- _Work to be completed_: Each line in the records that mentions the word "Canal" needs to be listed.

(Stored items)

○ ○ ○

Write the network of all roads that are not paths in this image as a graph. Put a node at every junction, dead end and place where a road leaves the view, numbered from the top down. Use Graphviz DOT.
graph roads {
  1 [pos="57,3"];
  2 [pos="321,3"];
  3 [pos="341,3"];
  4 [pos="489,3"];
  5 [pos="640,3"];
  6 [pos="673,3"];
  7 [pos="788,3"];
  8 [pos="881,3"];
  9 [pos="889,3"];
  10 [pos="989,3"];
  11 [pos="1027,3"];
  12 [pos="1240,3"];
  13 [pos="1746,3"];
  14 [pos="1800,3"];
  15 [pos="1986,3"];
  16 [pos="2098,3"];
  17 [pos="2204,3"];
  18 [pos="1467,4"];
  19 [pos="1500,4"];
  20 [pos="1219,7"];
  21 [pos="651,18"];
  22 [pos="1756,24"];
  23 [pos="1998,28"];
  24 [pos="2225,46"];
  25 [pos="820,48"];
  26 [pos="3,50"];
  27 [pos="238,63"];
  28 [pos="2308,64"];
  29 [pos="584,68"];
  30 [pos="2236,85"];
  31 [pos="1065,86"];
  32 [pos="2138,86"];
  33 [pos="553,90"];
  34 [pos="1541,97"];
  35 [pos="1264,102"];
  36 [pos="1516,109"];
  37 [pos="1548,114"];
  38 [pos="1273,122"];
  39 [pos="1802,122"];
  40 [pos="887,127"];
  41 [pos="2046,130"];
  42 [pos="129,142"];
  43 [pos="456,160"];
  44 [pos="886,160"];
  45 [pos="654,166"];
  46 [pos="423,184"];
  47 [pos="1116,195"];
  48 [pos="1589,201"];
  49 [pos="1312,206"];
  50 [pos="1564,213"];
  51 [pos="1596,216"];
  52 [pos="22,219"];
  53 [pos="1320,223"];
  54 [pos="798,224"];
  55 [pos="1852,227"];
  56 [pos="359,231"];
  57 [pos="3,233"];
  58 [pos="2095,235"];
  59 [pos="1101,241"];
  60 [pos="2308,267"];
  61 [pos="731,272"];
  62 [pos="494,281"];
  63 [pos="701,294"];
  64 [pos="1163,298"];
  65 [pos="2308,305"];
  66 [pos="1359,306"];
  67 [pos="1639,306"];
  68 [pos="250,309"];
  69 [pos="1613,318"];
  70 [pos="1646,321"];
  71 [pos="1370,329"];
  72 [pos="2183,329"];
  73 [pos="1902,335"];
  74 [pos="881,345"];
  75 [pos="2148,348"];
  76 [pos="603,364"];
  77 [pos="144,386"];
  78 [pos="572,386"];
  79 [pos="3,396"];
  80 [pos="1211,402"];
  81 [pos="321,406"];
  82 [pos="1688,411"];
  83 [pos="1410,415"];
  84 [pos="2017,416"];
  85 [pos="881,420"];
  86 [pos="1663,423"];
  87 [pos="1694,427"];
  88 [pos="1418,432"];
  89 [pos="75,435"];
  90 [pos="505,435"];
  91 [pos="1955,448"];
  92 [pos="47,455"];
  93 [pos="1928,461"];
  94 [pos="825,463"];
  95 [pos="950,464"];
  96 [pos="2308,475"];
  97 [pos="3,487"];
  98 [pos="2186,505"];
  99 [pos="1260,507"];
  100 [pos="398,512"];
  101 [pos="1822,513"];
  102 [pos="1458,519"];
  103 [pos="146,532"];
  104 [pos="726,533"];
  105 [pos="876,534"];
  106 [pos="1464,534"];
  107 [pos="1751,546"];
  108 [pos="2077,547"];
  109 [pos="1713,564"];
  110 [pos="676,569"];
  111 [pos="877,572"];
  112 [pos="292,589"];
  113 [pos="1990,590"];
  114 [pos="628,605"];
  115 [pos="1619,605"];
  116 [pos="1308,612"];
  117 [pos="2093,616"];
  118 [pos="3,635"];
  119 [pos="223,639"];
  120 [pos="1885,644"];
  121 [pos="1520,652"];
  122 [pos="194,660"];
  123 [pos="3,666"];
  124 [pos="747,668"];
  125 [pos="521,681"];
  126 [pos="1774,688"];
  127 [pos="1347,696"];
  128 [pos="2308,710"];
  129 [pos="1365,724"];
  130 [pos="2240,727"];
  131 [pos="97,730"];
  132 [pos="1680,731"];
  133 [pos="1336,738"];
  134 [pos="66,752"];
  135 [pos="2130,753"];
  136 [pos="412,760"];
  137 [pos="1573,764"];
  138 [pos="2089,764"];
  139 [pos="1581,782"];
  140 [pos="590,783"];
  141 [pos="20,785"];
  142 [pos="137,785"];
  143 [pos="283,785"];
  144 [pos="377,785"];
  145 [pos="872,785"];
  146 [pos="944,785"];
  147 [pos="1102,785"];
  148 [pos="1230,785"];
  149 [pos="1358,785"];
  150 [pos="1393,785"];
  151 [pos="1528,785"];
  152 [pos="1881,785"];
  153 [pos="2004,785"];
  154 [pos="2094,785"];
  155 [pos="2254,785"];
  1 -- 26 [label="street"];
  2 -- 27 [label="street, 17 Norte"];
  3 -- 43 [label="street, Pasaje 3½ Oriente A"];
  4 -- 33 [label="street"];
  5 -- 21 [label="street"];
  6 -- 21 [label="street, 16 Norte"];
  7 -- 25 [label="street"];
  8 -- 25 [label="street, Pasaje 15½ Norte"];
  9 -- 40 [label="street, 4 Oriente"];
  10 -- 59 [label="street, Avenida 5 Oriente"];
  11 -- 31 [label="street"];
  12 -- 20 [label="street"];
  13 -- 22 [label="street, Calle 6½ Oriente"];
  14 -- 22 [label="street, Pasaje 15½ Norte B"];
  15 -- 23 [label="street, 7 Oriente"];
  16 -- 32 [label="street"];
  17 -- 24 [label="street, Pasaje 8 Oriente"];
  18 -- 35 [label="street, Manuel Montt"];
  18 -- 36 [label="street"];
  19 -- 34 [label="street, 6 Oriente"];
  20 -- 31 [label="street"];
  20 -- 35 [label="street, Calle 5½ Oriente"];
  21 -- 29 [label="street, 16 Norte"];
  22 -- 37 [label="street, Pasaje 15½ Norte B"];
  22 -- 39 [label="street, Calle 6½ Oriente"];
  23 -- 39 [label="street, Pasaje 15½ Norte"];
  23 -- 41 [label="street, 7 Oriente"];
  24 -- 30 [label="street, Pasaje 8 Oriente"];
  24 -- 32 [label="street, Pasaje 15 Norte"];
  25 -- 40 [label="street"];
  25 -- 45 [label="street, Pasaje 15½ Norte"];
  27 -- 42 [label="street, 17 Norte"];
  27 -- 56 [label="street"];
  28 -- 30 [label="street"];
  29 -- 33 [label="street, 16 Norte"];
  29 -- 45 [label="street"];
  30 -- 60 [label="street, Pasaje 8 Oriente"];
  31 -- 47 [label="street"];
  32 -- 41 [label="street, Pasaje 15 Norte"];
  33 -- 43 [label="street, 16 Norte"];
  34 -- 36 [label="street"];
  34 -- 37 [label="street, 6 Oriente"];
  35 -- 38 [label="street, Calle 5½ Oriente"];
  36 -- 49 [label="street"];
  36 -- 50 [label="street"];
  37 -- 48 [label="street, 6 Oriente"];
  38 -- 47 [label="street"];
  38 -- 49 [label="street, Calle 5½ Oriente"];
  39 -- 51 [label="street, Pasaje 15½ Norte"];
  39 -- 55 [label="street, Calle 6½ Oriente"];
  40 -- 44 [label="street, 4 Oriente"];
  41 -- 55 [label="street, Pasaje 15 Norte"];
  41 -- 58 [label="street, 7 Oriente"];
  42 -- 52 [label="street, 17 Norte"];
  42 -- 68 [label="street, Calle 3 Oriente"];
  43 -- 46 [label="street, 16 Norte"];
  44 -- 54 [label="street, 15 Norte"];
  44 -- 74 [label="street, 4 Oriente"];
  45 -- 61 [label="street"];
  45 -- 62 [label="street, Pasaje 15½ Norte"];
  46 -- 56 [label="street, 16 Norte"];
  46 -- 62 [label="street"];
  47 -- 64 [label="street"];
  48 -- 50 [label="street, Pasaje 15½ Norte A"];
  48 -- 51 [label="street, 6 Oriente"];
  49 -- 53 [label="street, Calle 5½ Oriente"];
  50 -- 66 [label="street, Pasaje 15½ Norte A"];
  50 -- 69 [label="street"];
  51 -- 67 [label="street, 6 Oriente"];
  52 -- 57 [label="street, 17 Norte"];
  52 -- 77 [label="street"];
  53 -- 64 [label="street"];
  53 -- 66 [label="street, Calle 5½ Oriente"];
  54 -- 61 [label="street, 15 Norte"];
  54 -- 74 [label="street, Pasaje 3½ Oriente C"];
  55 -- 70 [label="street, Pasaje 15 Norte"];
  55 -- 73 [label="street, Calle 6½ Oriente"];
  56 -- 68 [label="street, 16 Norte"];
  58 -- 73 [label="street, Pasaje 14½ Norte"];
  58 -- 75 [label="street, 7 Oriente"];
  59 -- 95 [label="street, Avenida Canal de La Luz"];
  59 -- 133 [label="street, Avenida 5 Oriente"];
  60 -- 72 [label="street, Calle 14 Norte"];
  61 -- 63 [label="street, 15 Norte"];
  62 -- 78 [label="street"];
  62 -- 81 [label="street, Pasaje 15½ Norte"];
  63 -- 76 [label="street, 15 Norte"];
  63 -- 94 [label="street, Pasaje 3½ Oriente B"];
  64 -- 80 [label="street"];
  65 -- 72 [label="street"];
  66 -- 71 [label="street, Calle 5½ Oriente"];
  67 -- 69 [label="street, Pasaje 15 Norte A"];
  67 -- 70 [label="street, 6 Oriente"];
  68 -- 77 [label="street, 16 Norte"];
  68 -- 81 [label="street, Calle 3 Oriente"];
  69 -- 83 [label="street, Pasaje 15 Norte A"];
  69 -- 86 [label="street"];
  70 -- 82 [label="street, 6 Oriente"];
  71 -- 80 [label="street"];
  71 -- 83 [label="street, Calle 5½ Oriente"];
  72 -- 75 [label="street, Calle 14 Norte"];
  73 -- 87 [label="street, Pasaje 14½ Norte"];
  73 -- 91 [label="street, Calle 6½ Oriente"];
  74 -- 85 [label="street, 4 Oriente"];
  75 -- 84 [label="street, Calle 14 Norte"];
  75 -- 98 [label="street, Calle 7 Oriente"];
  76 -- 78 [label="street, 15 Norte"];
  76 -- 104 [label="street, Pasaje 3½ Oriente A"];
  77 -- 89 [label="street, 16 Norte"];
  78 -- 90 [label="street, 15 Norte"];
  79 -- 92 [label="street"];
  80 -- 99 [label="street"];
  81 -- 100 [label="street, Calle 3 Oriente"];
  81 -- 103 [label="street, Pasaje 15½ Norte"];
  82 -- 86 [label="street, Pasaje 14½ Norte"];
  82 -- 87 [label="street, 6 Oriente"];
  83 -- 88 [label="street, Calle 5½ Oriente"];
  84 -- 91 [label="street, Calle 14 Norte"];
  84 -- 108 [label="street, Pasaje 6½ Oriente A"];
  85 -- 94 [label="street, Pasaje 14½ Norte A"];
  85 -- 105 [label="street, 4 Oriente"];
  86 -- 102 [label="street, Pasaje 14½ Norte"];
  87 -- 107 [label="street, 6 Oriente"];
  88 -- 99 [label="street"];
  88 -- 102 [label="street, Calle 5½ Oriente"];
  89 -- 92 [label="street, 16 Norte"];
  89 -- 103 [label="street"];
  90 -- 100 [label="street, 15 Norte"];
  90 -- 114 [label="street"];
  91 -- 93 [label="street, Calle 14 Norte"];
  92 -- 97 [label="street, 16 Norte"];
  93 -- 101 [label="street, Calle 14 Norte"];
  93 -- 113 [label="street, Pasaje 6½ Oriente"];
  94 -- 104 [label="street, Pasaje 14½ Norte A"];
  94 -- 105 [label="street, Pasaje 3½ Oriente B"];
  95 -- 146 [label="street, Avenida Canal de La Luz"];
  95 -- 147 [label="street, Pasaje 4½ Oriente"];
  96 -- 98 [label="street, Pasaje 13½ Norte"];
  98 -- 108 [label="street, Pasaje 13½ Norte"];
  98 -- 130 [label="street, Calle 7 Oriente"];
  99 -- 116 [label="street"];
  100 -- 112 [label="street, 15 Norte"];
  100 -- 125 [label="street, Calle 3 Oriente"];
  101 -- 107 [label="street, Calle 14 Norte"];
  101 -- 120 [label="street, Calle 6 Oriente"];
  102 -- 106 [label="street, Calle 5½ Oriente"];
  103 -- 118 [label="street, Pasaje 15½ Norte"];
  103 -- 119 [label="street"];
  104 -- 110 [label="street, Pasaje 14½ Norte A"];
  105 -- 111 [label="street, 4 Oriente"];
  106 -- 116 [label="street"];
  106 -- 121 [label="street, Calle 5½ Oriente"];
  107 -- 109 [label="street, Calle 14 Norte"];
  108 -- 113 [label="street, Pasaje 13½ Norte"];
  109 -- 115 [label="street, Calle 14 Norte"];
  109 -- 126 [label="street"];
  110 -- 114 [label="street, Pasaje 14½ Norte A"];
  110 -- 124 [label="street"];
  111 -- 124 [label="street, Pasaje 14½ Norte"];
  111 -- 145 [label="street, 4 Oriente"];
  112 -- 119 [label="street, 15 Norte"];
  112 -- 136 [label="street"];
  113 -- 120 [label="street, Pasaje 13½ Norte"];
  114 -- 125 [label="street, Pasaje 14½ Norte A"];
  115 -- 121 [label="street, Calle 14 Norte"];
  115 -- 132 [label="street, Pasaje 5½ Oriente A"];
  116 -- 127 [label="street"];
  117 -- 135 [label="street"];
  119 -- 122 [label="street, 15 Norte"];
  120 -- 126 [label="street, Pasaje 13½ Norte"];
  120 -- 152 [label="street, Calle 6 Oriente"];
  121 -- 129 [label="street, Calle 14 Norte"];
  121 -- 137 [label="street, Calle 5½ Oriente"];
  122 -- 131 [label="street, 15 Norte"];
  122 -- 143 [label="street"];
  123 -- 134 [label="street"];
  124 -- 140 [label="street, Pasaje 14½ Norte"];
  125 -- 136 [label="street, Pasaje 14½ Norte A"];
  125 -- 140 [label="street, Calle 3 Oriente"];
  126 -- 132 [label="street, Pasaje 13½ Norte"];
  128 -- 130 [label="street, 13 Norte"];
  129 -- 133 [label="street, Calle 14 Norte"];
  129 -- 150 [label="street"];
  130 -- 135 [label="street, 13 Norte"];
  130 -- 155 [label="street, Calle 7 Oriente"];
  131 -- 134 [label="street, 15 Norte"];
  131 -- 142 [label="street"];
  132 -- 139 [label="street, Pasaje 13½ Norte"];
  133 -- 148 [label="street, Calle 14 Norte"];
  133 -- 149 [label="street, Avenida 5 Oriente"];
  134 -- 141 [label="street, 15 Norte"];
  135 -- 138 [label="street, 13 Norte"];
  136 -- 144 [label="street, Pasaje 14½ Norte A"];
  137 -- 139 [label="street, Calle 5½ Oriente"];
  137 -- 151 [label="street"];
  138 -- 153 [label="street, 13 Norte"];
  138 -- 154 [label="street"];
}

○ ○ ○

- _Response below_:
  59 -- 95 [label="street, Avenida Canal de La Luz"];
  95 -- 146 [label="street, Avenida Canal de La Luz"];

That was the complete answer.